Do you wonder why with all good intentions you set out to make shifts in your life around self-care and seem to bump up against all kinds of things that seem like “must do’s” - and the delayed shifts turn into frustration, resentment, fatigue, poor self-esteem, sometimes snowballing into depression and/or anxiety? It’s most people’s story and yes, it is a trap!
Great news!!! You can start to feel better right now because you are reading this… and hopefully it will help you to understand your pattern that seems to land you in the same process. When you become aware of what your pattern is you’ll be able to take action and shift your choices. With all the responsibilities we have today… care-taking kids and parents, adult children with mental health and/or addition issues, working hard to say afloat financially, students with jobs or any other story we find our life in, overwhelm can often be a culprit of hijacking us into the minutia of daily life’s many details.
I too have experienced this dysfunctional existence. It has taken me years of work to ‘be on to myself’ when I am slipping into a patterned behavior and how I get in my own way of accomplishing the very things that put me into my “A” version of life. The “A” version is when I am doing what I want to be doing… and when I no longer feel that I am in the self-care absence trap. Not only do I lose ‘bad and frustrated’, I gain self-love. Now that’s a gift that keeps on giving!

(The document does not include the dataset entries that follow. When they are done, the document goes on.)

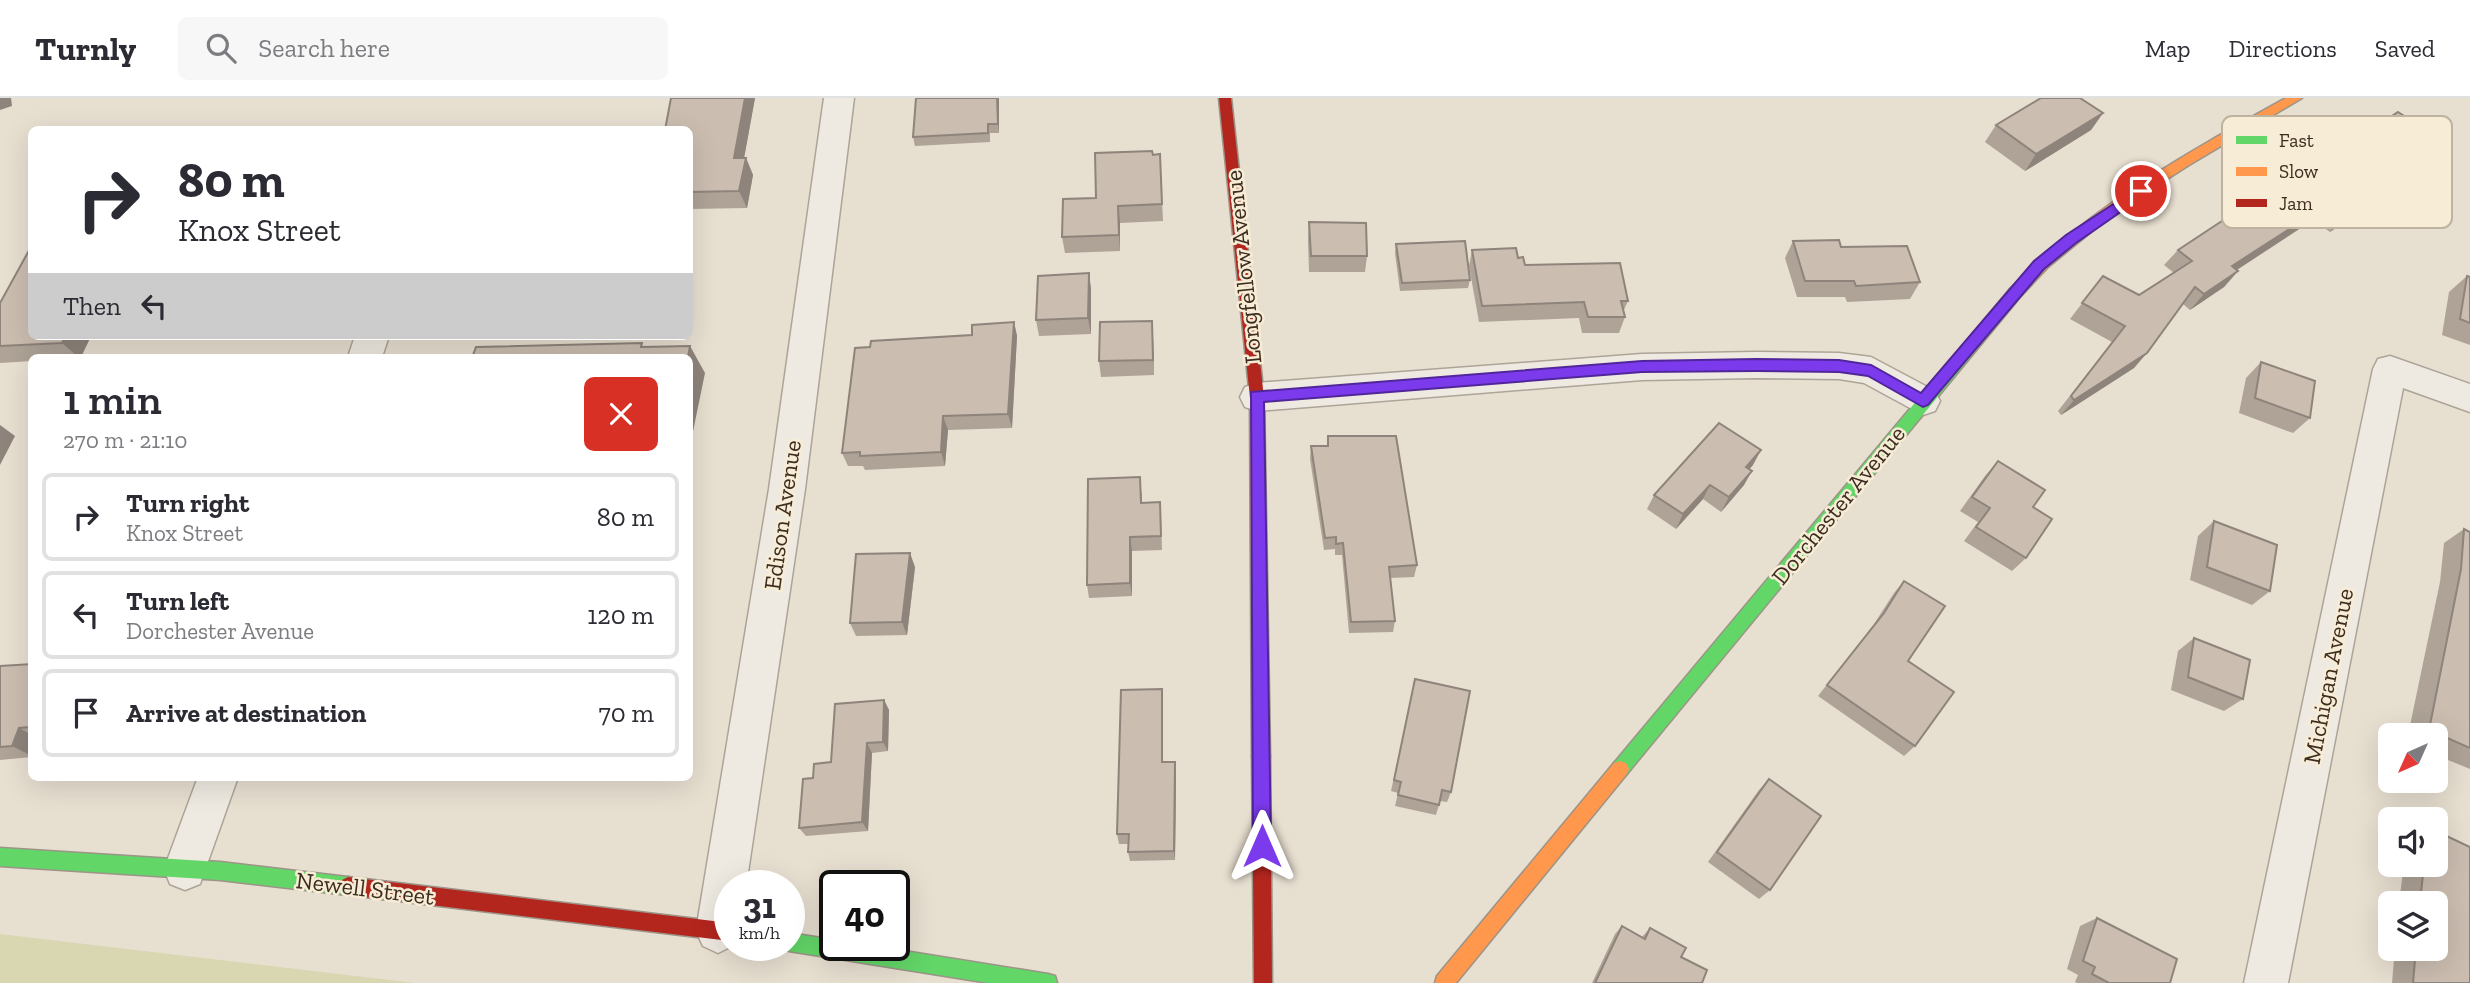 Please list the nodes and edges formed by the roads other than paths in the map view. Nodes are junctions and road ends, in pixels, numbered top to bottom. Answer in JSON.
{"nodes":[{"id":1,"x":839,"y":98,"type":"edge"},
{"id":2,"x":1225,"y":98,"type":"edge"},
{"id":3,"x":2296,"y":98,"type":"edge"},
{"id":4,"x":2265,"y":116,"type":"edge"},
{"id":5,"x":2222,"y":140,"type":"edge"},
{"id":6,"x":1256,"y":397,"type":"junction"},
{"id":7,"x":2470,"y":398,"type":"edge"},
{"id":8,"x":1923,"y":401,"type":"junction"},
{"id":9,"x":217,"y":781,"type":"edge"},
{"id":10,"x":0,"y":857,"type":"edge"},
{"id":11,"x":185,"y":869,"type":"junction"},
{"id":12,"x":733,"y":870,"type":"edge"},
{"id":13,"x":714,"y":931,"type":"edge"},
{"id":14,"x":805,"y":945,"type":"edge"},
{"id":15,"x":1048,"y":983,"type":"edge"},
{"id":16,"x":1263,"y":983,"type":"edge"},
{"id":17,"x":1444,"y":983,"type":"edge"},
{"id":18,"x":2266,"y":983,"type":"edge"}],
"edges":[{"from":1,"to":12,"type":"street","name":"Edison Avenue"},
{"from":2,"to":6,"type":"street","name":"Longfellow Avenue"},
{"from":3,"to":4,"type":"street","name":"Dorchester Avenue"},
{"from":5,"to":8,"type":"street","name":"Dorchester Avenue"},
{"from":6,"to":8,"type":"street"},
{"from":6,"to":16,"type":"street","name":"Longfellow Avenue"},
{"from":7,"to":18,"type":"street","name":"Michigan Avenue"},
{"from":8,"to":17,"type":"street","name":"Dorchester Avenue"},
{"from":9,"to":11,"type":"street"},
{"from":10,"to":11,"type":"street","name":"Newell Street"},
{"from":11,"to":13,"type":"street","name":"Newell Street"},
{"from":14,"to":15,"type":"street"}]}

Our resistance to making important shifts are the very trap that land us in pattern after pattern. The patterns come in disguise, often making it tricky for us to recognize but our process is the same. So, for instance, I have found myself with all good intentions planning to meditate, practice yoga, walk my dog twice daily, run my business, network and maintain my social life. My to do list used to seem never ending - and as a result - my self-care took a back seat. Once I came from a place of acceptance that my life had me wearing many hats and knowing the things I could not control that had me weighed down (people, places and things), I could use this awareness and acceptance to refocus on the shifts I needed to make, to put myself first. Yes, this may feel selfish for some, but I promise you, it is a good selfish and great modeling for our loved ones. It can even take us out of enabling roles we don’t even know we are in. (more on this in my next post)

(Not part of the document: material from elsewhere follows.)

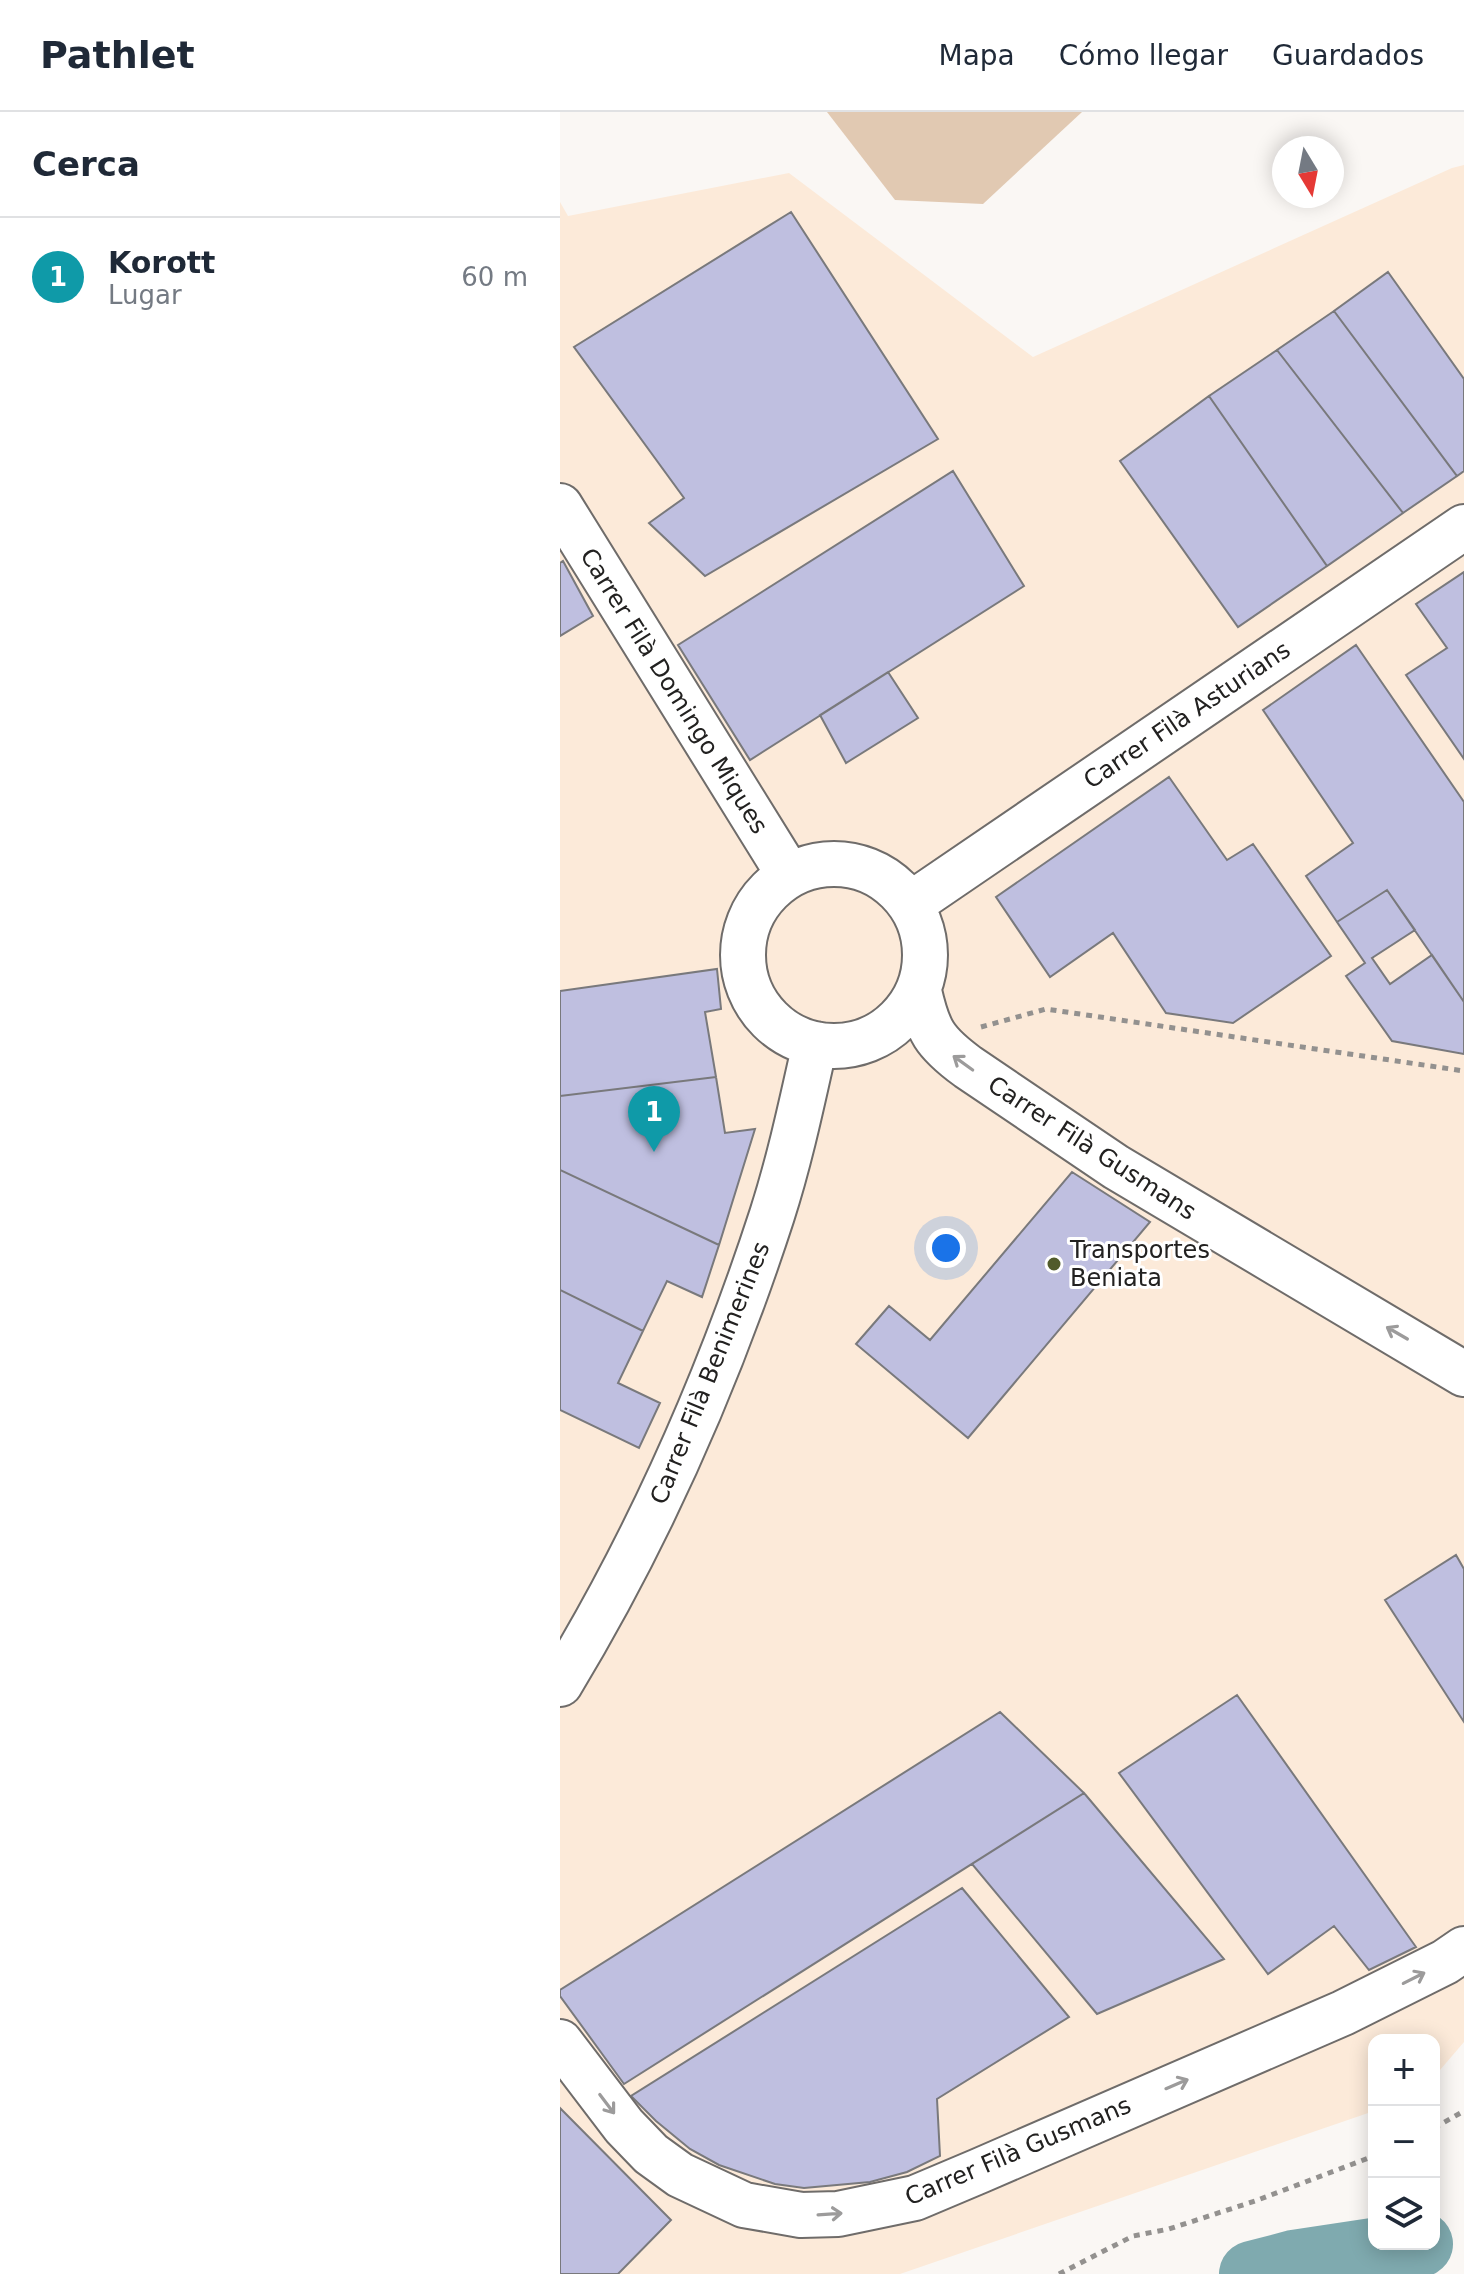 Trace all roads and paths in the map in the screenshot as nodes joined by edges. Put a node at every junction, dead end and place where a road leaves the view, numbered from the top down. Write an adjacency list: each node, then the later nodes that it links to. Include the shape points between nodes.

Using a paper calendar has enhanced my productivity and self-care level because in the face of the digital world, there is something remarkable when we put pen to paper and write down our self-care, as if we are attending the most pressing meeting! I would encourage you to begin by simply making a plan and tracking your feelings around getting things done - and - not getting things done. No expectations to start. After a week you can look at how you’ve done and you’ll have an awareness of your triggers that hijack you from being your best self. Jumping into action to avoid the pitfalls of staying on track will be your best friend. Small steps lead to big shifts. Start simply and be gentle.